The effects of prion protein proteolysis and disaggregation on the strain properties of hamster scrapie.

Native mammalian prions exist in self-propagating strains that exhibit distinctive clinical, pathological and biochemical characteristics. Prion strain diversity is associated with variations in PrP(Sc) conformation, but it remains unknown precisely which physical properties of the PrP(Sc) molecules are required to encipher mammalian prion strain phenotypes. In this study, we subjected prion-infected brain homogenates derived from three different hamster scrapie strains to either (i) proteinase K digestion or (ii) sonication, and inoculated the modified samples into normal hamsters. The results show that the strain-specific clinical features and neuropathological profiles of inoculated animals were not affected by either treatment.

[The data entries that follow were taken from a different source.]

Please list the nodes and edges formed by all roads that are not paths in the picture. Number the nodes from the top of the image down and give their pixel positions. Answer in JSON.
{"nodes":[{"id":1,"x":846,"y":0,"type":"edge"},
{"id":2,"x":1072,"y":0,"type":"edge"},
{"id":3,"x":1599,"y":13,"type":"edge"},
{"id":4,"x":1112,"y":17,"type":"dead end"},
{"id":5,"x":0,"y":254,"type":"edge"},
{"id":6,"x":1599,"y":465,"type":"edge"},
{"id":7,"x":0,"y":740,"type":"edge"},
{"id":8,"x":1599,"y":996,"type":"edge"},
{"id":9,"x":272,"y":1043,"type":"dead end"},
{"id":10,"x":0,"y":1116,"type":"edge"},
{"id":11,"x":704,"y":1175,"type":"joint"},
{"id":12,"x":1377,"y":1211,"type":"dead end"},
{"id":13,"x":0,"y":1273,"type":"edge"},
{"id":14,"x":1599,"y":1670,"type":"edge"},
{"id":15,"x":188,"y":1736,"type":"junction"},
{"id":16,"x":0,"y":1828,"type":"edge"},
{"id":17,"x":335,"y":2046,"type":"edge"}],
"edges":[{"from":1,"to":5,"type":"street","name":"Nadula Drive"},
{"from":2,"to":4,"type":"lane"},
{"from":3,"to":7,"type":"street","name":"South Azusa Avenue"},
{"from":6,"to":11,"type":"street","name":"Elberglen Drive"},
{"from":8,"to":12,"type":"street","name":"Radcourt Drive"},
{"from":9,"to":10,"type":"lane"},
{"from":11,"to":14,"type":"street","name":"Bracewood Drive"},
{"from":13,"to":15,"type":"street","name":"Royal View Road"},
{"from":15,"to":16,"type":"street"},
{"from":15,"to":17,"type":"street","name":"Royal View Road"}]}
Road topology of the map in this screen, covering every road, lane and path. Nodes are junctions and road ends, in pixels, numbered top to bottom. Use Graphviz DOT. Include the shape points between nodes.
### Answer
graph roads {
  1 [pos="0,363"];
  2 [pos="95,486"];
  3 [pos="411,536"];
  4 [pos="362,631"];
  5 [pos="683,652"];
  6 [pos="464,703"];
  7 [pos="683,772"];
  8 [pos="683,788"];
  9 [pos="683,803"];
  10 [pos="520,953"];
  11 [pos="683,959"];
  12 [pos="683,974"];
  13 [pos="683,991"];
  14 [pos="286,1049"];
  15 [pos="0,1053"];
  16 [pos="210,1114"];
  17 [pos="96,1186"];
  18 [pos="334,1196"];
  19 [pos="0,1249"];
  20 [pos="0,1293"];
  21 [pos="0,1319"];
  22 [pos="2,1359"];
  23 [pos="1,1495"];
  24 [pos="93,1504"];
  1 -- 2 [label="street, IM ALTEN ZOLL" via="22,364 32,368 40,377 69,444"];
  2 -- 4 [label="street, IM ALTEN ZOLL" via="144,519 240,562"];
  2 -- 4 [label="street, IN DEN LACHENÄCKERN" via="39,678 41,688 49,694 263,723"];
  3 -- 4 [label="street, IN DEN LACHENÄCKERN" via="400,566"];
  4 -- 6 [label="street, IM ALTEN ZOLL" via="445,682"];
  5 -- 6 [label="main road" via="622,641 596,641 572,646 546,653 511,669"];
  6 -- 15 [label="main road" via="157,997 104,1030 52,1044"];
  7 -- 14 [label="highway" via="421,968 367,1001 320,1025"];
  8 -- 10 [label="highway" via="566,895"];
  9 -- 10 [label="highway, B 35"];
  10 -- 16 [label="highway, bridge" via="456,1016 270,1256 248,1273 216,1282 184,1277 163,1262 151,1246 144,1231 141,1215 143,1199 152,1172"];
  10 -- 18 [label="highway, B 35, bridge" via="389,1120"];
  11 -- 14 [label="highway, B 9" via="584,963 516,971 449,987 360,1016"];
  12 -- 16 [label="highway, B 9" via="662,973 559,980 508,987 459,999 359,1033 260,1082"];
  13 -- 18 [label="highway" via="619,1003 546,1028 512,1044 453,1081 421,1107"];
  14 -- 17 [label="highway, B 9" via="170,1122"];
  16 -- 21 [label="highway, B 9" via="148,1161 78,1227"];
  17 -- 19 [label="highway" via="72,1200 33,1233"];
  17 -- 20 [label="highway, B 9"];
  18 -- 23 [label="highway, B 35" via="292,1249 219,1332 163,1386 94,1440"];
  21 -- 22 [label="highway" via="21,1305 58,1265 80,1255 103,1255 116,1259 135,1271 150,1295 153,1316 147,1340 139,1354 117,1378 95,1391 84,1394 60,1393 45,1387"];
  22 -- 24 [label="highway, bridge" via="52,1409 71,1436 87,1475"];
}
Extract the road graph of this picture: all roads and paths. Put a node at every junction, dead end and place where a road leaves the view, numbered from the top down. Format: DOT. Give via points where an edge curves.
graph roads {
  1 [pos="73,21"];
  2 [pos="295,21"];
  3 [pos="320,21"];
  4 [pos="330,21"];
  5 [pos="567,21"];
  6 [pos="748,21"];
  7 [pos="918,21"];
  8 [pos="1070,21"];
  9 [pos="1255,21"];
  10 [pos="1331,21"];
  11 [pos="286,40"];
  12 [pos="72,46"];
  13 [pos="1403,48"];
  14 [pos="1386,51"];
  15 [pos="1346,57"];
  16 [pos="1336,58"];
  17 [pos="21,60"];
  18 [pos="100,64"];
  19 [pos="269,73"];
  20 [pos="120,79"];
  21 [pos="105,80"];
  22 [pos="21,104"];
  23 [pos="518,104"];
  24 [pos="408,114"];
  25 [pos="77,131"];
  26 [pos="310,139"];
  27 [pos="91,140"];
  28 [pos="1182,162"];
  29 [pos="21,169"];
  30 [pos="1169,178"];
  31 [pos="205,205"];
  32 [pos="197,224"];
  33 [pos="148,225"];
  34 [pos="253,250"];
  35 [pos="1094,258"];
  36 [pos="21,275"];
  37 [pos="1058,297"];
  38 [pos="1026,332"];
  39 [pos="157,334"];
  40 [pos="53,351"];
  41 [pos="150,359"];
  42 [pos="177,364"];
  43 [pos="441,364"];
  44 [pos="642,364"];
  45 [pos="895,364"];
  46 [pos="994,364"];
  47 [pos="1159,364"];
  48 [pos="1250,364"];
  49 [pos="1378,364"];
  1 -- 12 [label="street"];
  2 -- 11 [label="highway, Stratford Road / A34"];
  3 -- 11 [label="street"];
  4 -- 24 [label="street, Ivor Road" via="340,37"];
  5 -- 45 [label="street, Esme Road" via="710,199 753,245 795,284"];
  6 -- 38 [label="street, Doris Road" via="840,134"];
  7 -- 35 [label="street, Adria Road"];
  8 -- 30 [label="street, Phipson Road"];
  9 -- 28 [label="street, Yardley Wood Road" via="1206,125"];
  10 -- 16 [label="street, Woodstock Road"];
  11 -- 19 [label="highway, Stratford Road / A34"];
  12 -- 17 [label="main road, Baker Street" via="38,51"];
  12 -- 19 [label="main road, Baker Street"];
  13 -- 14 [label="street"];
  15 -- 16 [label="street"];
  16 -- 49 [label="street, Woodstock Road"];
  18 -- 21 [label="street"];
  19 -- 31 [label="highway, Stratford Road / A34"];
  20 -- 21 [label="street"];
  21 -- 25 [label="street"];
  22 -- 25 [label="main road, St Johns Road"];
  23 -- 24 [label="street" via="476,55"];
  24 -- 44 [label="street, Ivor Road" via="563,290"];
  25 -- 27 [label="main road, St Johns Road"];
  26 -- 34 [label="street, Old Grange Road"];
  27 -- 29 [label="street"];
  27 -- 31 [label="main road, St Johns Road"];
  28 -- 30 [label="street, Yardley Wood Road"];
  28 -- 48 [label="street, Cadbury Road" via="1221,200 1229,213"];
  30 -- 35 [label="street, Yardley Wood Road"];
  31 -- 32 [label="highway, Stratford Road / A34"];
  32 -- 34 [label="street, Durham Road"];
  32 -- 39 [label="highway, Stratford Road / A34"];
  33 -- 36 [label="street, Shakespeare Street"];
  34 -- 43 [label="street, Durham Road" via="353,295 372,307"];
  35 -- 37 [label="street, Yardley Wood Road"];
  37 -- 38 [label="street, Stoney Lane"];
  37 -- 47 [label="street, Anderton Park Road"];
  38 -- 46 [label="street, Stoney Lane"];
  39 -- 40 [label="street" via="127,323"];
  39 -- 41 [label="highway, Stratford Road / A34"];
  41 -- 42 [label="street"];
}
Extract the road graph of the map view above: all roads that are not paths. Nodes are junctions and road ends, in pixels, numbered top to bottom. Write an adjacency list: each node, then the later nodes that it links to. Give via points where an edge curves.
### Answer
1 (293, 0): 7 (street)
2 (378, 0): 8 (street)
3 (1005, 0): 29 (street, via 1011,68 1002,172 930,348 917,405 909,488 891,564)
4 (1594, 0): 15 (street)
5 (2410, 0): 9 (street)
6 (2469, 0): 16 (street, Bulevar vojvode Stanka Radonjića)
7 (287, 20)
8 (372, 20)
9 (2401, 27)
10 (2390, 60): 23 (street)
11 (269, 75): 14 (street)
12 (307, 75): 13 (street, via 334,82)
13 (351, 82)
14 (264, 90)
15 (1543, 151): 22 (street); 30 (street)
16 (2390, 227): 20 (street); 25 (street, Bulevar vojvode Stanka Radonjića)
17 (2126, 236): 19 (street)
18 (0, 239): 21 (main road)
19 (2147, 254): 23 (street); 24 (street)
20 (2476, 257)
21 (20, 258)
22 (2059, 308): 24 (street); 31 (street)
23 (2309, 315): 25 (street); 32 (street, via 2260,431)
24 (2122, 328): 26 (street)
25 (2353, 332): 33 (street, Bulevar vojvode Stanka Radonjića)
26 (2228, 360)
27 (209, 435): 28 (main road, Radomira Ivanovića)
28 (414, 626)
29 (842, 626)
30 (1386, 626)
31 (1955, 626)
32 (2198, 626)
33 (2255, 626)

Similarly, the strain-dependent biochemical characteristics of the PrP(Sc) molecules (including electrophoretic mobility, glycoform composition, conformational stability and susceptibility to protease digestion) in infected animals were unaffected by either proteolysis or sonication of the original inocula. These results indicate that the infectious strain properties of native prions do not appear to be altered by PrP(Sc) disaggregation, and that maintenance of such properties does not require the N-domain (approximately residues 23-90) of the protease-resistant PrP(Sc) molecules or protease-sensitive PrP(Sc) molecules.